Myath
Myath

Reputation: 563

Visual Studio C++ how to add header files in a prefix folder

I cloned a github C++ repository. The repository is not a VS project. So I manually created a VS C++ blank project and added the files from the repo to the project. The files are not copied. This is not the problem.

The repo directory looks like this:

include\NTL\*.h
src\*.cpp

*.h means a bunch of header files and *.cpp means a bunch of .cpp source files.

The problem is that the .cpp files have #include <NTL/*.h> and when I build, VS fails to locate the header files (No such file or directory). Adding the path to the include to the Include Directories in project properties didn't help.

EDIT: After some experimenting, I've found that the error has nothing to do with the prefix NTL in #include <NTL/*.h> but with whether the files are copied into project directory. Even though the files appear in VS project view, they must be copied into the project directory.

EDIT: The only way I've managed to get the project to compile is to put the whole NTL directory containing header files in project directory. Include Directories and Additional Include Directories in project properties don't seem to have any effect.

Upvotes: 0

Views: 1285

Answers (1)

Myath
Myath

Reputation: 563

All previous No such file or directory errors were the result of some combination of:

  1. Mismatching project properties Configuration and Platform
  2. Some .h files were actually missing from NTL github repo, e.g. mach_desc.h.
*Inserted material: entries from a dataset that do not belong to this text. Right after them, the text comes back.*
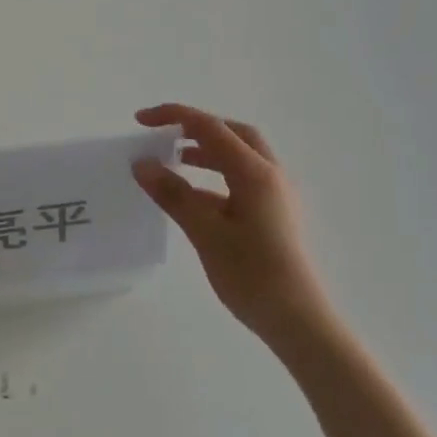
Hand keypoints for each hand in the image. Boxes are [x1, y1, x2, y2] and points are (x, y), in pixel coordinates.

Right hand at [132, 104, 338, 346]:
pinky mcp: (273, 216)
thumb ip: (174, 194)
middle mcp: (270, 176)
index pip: (211, 128)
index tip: (140, 120)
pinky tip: (192, 198)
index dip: (174, 117)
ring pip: (239, 159)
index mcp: (256, 173)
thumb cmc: (251, 274)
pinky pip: (241, 183)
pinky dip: (215, 179)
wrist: (297, 319)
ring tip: (173, 162)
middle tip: (164, 136)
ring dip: (206, 153)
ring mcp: (275, 196)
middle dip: (197, 128)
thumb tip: (142, 164)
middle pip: (234, 135)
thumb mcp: (205, 232)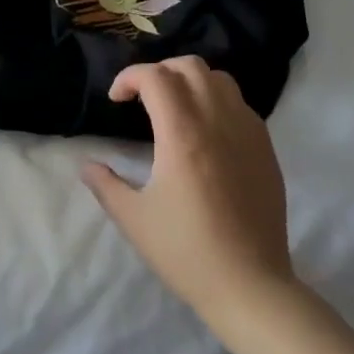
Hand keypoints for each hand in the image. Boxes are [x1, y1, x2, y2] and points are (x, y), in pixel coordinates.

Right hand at [83, 56, 296, 319]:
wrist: (251, 287)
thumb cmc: (187, 252)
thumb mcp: (134, 219)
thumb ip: (105, 185)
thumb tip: (86, 166)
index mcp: (182, 134)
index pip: (155, 76)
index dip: (129, 77)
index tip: (116, 100)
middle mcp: (217, 122)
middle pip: (190, 67)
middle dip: (160, 71)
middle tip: (142, 98)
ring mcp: (247, 133)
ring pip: (220, 79)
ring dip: (191, 81)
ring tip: (175, 107)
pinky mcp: (266, 149)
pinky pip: (240, 105)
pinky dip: (217, 101)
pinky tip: (205, 132)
The solution to the problem consists of the following:

  1. Under project Properties > C/C++, add the path to the include to Additional Include Directories.
  2. VS project has a separate set of properties for each combination of Configuration and Platform. Make sure that step 1 applies to the active Configuration and Platform. E.g. If the project's currently configured to build for Debug x64 (active Configuration:Debug and Platform:x64), make sure that step 1 applies to Debug x64, and not something like Release Win32 or Release x64, etc.